-- Task data follows --

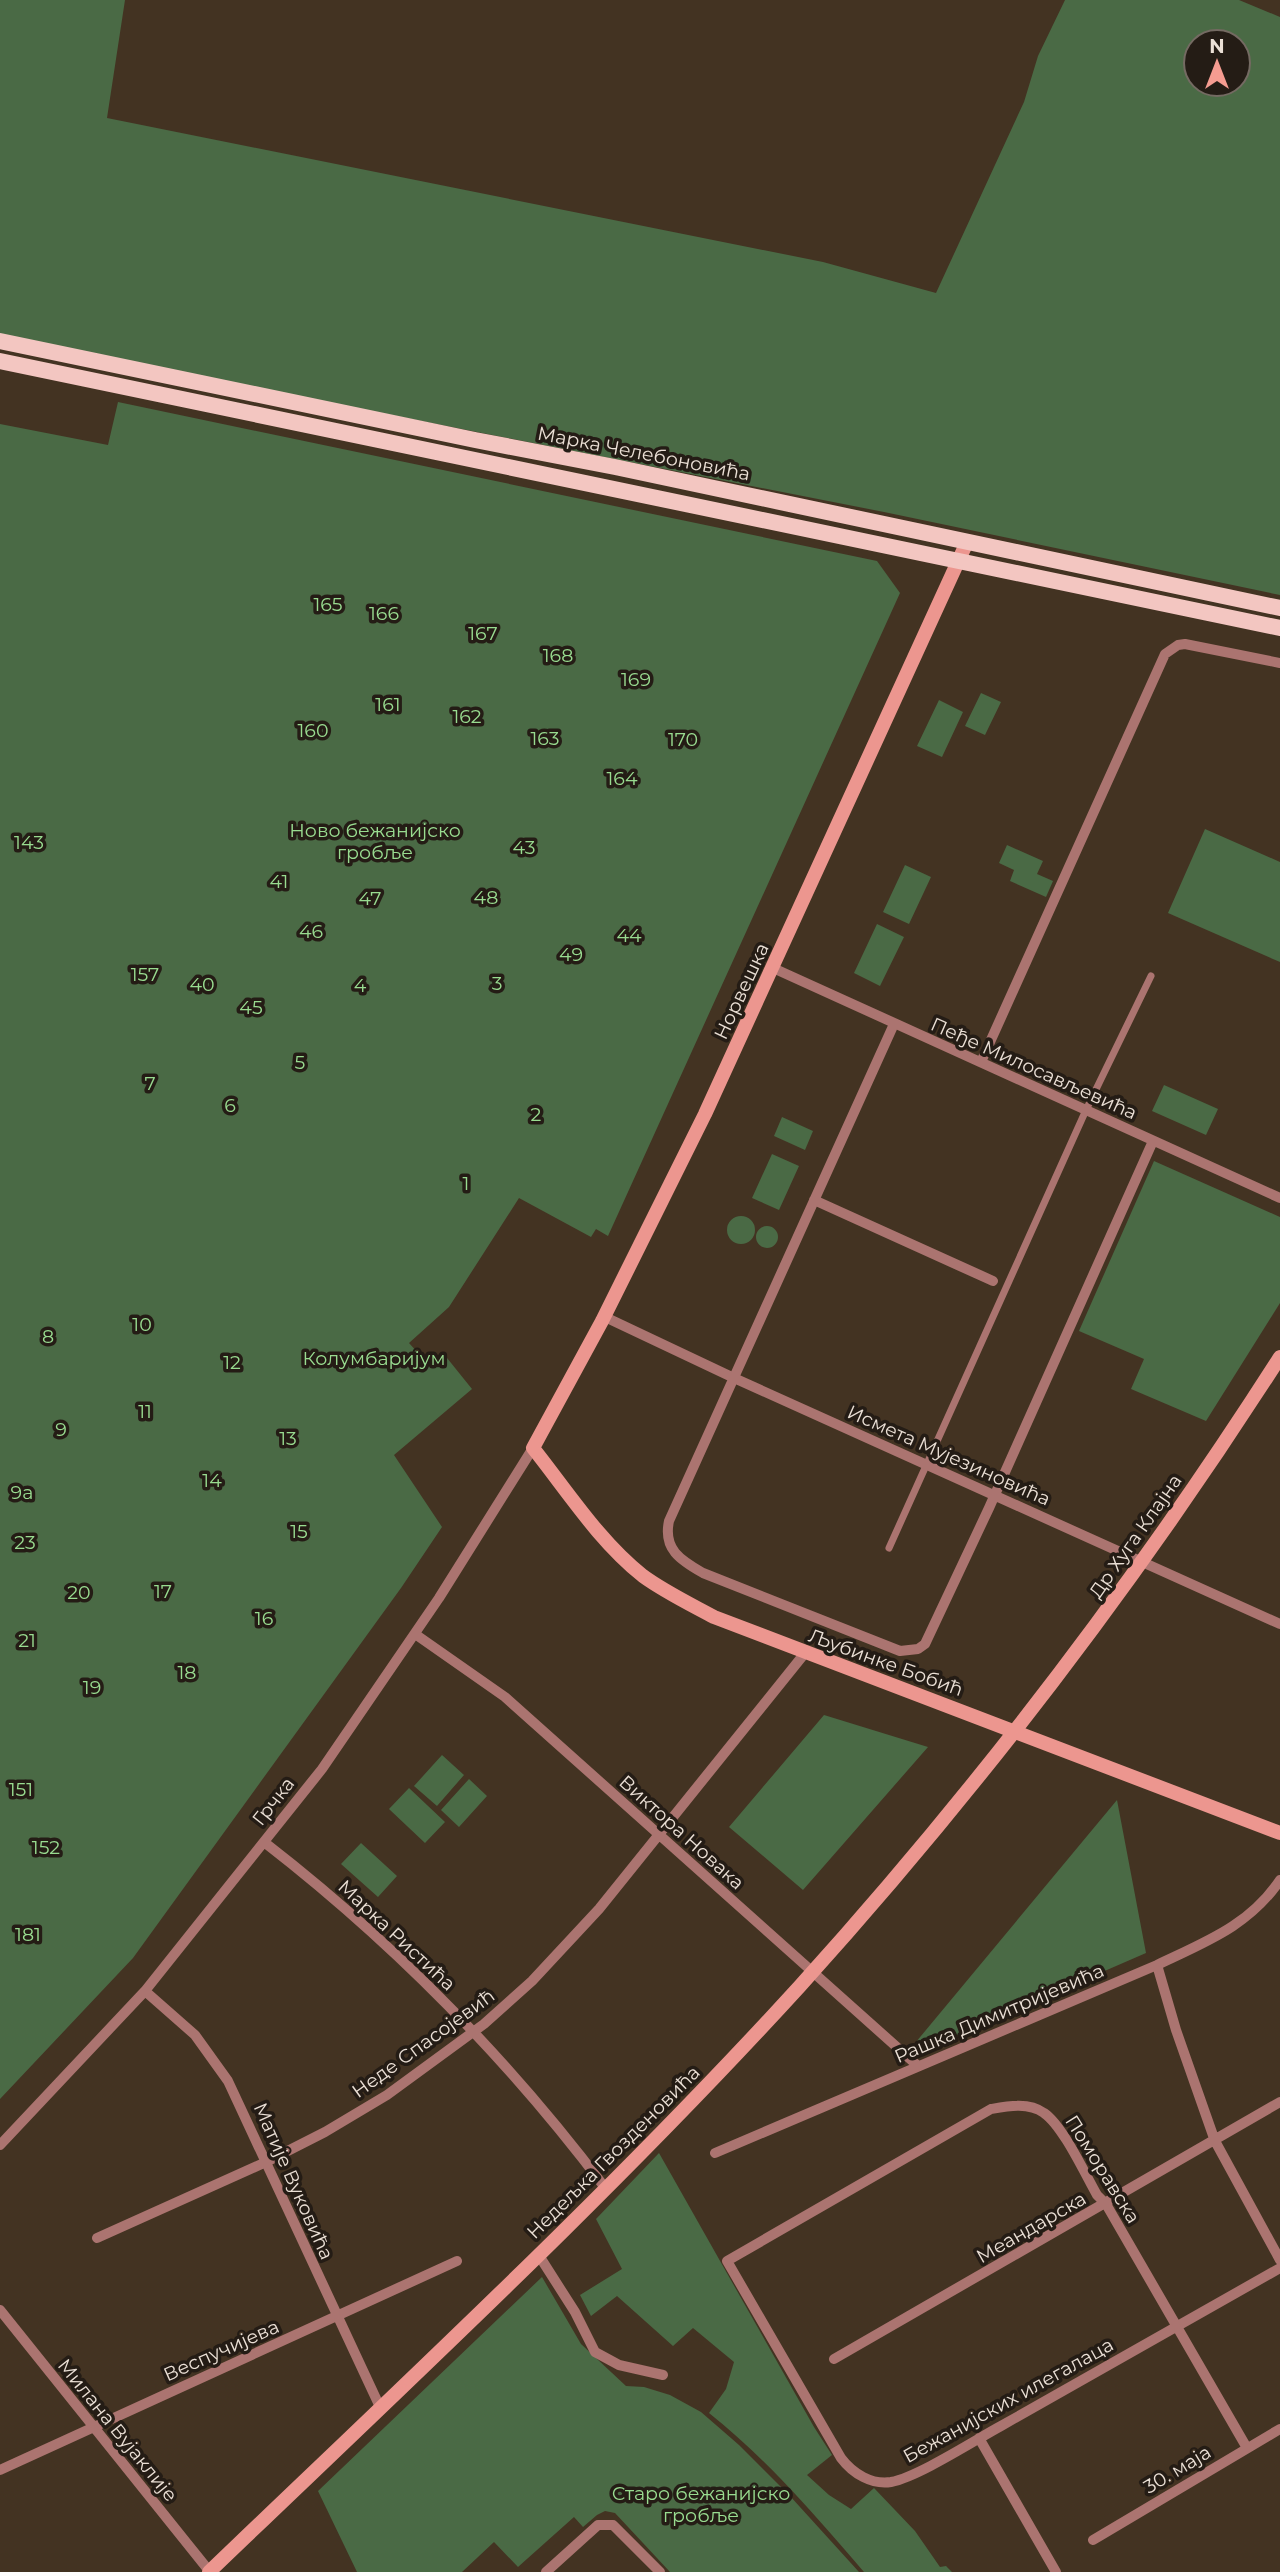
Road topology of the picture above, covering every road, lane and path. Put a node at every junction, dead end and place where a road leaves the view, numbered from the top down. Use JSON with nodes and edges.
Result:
{"nodes":[{"id":1,"x":0,"y":341,"type":"edge"},
{"id":2,"x":0,"y":361,"type":"edge"},
{"id":3,"x":475,"y":440,"type":"junction"},
{"id":4,"x":471,"y":458,"type":"junction"},
{"id":5,"x":967,"y":542,"type":"junction"},
{"id":6,"x":960,"y":560,"type":"junction"},
{"id":7,"x":1280,"y":608,"type":"edge"},
{"id":8,"x":1280,"y":628,"type":"edge"},
{"id":9,"x":1280,"y":663,"type":"edge"},
{"id":10,"x":774,"y":968,"type":"junction"},
{"id":11,"x":1151,"y":976,"type":"dead end"},
{"id":12,"x":894,"y":1024,"type":"junction"},
{"id":13,"x":981,"y":1062,"type":"junction"},
{"id":14,"x":1086,"y":1110,"type":"junction"},
{"id":15,"x":1153,"y":1140,"type":"junction"},
{"id":16,"x":1280,"y":1198,"type":"edge"},
{"id":17,"x":814,"y":1200,"type":"junction"},
{"id":18,"x":993,"y":1280,"type":"dead end"},
{"id":19,"x":605,"y":1317,"type":"junction"},
{"id":20,"x":1280,"y":1357,"type":"edge"},
{"id":21,"x":734,"y":1378,"type":"junction"},
{"id":22,"x":533,"y":1448,"type":"junction"},
{"id":23,"x":927,"y":1464,"type":"junction"},
{"id":24,"x":995,"y":1494,"type":"junction"},
{"id":25,"x":889,"y":1548,"type":"dead end"},
{"id":26,"x":1142,"y":1561,"type":"junction"},
{"id":27,"x":1280,"y":1624,"type":"edge"},
{"id":28,"x":415,"y":1634,"type":"junction"},
{"id":29,"x":804,"y":1653,"type":"junction"},
{"id":30,"x":1014,"y":1731,"type":"junction"},
{"id":31,"x":1280,"y":1833,"type":"edge"},
{"id":32,"x":660,"y":1836,"type":"junction"},
{"id":33,"x":264,"y":1842,"type":"junction"},
{"id":34,"x":1280,"y":1880,"type":"edge"},
{"id":35,"x":1157,"y":1965,"type":"junction"},
{"id":36,"x":812,"y":1972,"type":"junction"},
{"id":37,"x":145,"y":1991,"type":"junction"},
{"id":38,"x":474,"y":2031,"type":"junction"},
{"id":39,"x":918,"y":2066,"type":"junction"},
{"id":40,"x":1280,"y":2102,"type":"edge"},
{"id":41,"x":1215,"y":2141,"type":"junction"},
{"id":42,"x":0,"y":2145,"type":"edge"},
{"id":43,"x":715,"y":2152,"type":"dead end"},
{"id":44,"x":266,"y":2162,"type":"junction"},
{"id":45,"x":606,"y":2189,"type":"junction"},
{"id":46,"x":1106,"y":2204,"type":"junction"},
{"id":47,"x":97,"y":2238,"type":"dead end"},
{"id":48,"x":538,"y":2254,"type":"junction"},
{"id":49,"x":1280,"y":2260,"type":"edge"},
{"id":50,"x":457,"y":2261,"type":"dead end"},
{"id":51,"x":727,"y":2261,"type":"joint"},
{"id":52,"x":1280,"y":2268,"type":"edge"},
{"id":53,"x":0,"y":2310,"type":"edge"},
{"id":54,"x":336,"y":2317,"type":"junction"},
{"id":55,"x":1177,"y":2328,"type":"junction"},
{"id":56,"x":834,"y":2359,"type":"dead end"},
{"id":57,"x":663,"y":2375,"type":"dead end"},
{"id":58,"x":380,"y":2407,"type":"junction"},
{"id":59,"x":93,"y":2427,"type":"junction"},
{"id":60,"x":1280,"y":2429,"type":"edge"},
{"id":61,"x":979,"y":2438,"type":"junction"},
{"id":62,"x":1247,"y":2448,"type":"junction"},
{"id":63,"x":0,"y":2470,"type":"edge"},
{"id":64,"x":1093,"y":2540,"type":"dead end"},
{"id":65,"x":209,"y":2572,"type":"edge"},
{"id":66,"x":547,"y":2572,"type":"edge"},
{"id":67,"x":660,"y":2572,"type":"edge"},
{"id":68,"x":1056,"y":2572,"type":"edge"}],
"edges":[{"from":1,"to":3,"type":"main road","name":"Марка Челебоновића"},
{"from":2,"to":4,"type":"main road","name":"Марка Челебоновића"},
{"from":3,"to":4,"type":"main road"},
{"from":3,"to":5,"type":"main road","name":"Марка Челебоновића"},
{"from":4,"to":6,"type":"main road","name":"Марка Челебоновића"},
{"from":5,"to":6,"type":"main road","name":"Норвешка"},
{"from":5,"to":7,"type":"main road","name":"Марка Челебоновића"},
{"from":6,"to":8,"type":"main road","name":"Марка Челебоновића"},
{"from":6,"to":10,"type":"main road","name":"Норвешка"},
{"from":9,"to":13,"type":"street"},
{"from":10,"to":12,"type":"street","name":"Пеђе Милосављевића"},
{"from":10,"to":19,"type":"main road","name":"Норвешка"},
{"from":11,"to":14,"type":"street"},
{"from":12,"to":13,"type":"street","name":"Пеђе Милосављевића"},
{"from":12,"to":17,"type":"street"},
{"from":13,"to":14,"type":"street","name":"Пеђе Милосављевића"},
{"from":14,"to":15,"type":"street","name":"Пеђе Милосављевића"},
{"from":14,"to":23,"type":"street"},
{"from":15,"to":16,"type":"street","name":"Пеђе Милосављевића"},
{"from":15,"to":24,"type":"street"},
{"from":17,"to":18,"type":"street"},
{"from":17,"to":21,"type":"street"},
{"from":19,"to":21,"type":"street","name":"Исмета Мујезиновића"},
{"from":19,"to":22,"type":"main road","name":"Норвешка"},
{"from":20,"to":26,"type":"main road","name":"Др Хуга Клајна"},
{"from":21,"to":23,"type":"street","name":"Исмета Мујезиновића"},
{"from":21,"to":24,"type":"street"},
{"from":22,"to":28,"type":"street","name":"Грчка"},
{"from":22,"to":29,"type":"main road","name":"Љубинке Бобић"},
{"from":23,"to":24,"type":"street","name":"Исмета Мујезиновића"},
{"from":23,"to":25,"type":"street"},
{"from":24,"to":26,"type":"street","name":"Исмета Мујезиновића"},
{"from":26,"to":27,"type":"street","name":"Исмета Мујезиновића"},
{"from":26,"to":30,"type":"main road","name":"Др Хуга Клајна"},
{"from":28,"to":32,"type":"street","name":"Виктора Новака"},
{"from":28,"to":33,"type":"street","name":"Грчка"},
{"from":29,"to":30,"type":"main road","name":"Љубинке Бобић"},
{"from":29,"to":32,"type":"street","name":"Неде Спасојевић"},
{"from":30,"to":31,"type":"main road","name":"Љубинке Бобић"},
{"from":30,"to":36,"type":"main road","name":"Недељка Гвозденовића"},
{"from":32,"to":36,"type":"street","name":"Виктора Новака"},
{"from":32,"to":38,"type":"street","name":"Неде Спасојевић"},
{"from":33,"to":37,"type":"street","name":"Грчка"},
{"from":33,"to":38,"type":"street","name":"Марка Ристића"},
{"from":34,"to":35,"type":"street","name":"Рашка Димитријевића"},
{"from":35,"to":39,"type":"street","name":"Рашка Димитријевића"},
{"from":35,"to":41,"type":"street"},
{"from":36,"to":39,"type":"street","name":"Виктора Новака"},
{"from":36,"to":45,"type":"main road","name":"Недељка Гвозденовића"},
{"from":37,"to":42,"type":"street","name":"Грчка"},
{"from":37,"to":44,"type":"street","name":"Матије Вуковића"},
{"from":38,"to":44,"type":"street","name":"Неде Спасојевић"},
{"from":38,"to":45,"type":"street","name":"Марка Ристића"},
{"from":39,"to":43,"type":"street","name":"Рашка Димитријевића"},
{"from":40,"to":41,"type":"street","name":"Меандарска"},
{"from":41,"to":46,"type":"street","name":"Меандарска"},
{"from":41,"to":49,"type":"street"},
{"from":44,"to":47,"type":"street","name":"Неде Спасојевић"},
{"from":44,"to":54,"type":"street","name":"Матије Вуковића"},
{"from":45,"to":48,"type":"main road","name":"Недељка Гвозденовића"},
{"from":46,"to":51,"type":"street","name":"Поморавска"},
{"from":46,"to":55,"type":"street","name":"Поморавска"},
{"from":46,"to":56,"type":"street","name":"Меандарска"},
{"from":48,"to":57,"type":"street"},
{"from":48,"to":58,"type":"main road","name":"Недељка Гвозденовића"},
{"from":50,"to":54,"type":"street","name":"Веспучијева"},
{"from":51,"to":61,"type":"street","name":"Бежанијских илегалаца"},
{"from":52,"to":55,"type":"street","name":"Бежанијских илегалаца"},
{"from":53,"to":59,"type":"street","name":"Милана Вујаклије"},
{"from":54,"to":58,"type":"street","name":"Матије Вуковића"},
{"from":54,"to":59,"type":"street","name":"Веспучијева"},
{"from":55,"to":61,"type":"street","name":"Бежанијских илегалаца"},
{"from":55,"to":62,"type":"street","name":"Поморавска"},
{"from":58,"to":65,"type":"main road","name":"Недељка Гвозденовића"},
{"from":59,"to":63,"type":"street","name":"Веспучијева"},
{"from":59,"to":65,"type":"street","name":"Милана Вујаклије"},
{"from":60,"to":62,"type":"street","name":"30. маја"},
{"from":61,"to":68,"type":"street"},
{"from":62,"to":64,"type":"street","name":"30. маја"},
{"from":66,"to":67,"type":"street"}]}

-- Task data concluded --

Exercise requirements:
Lines with "Меандарска" in them are what the answer must contain; copy each from the records above.

Written answer:
{"from":40,"to":41,"type":"street","name":"Меандарска"},
{"from":41,"to":46,"type":"street","name":"Меандарска"},
{"from":46,"to":56,"type":"street","name":"Меандарска"},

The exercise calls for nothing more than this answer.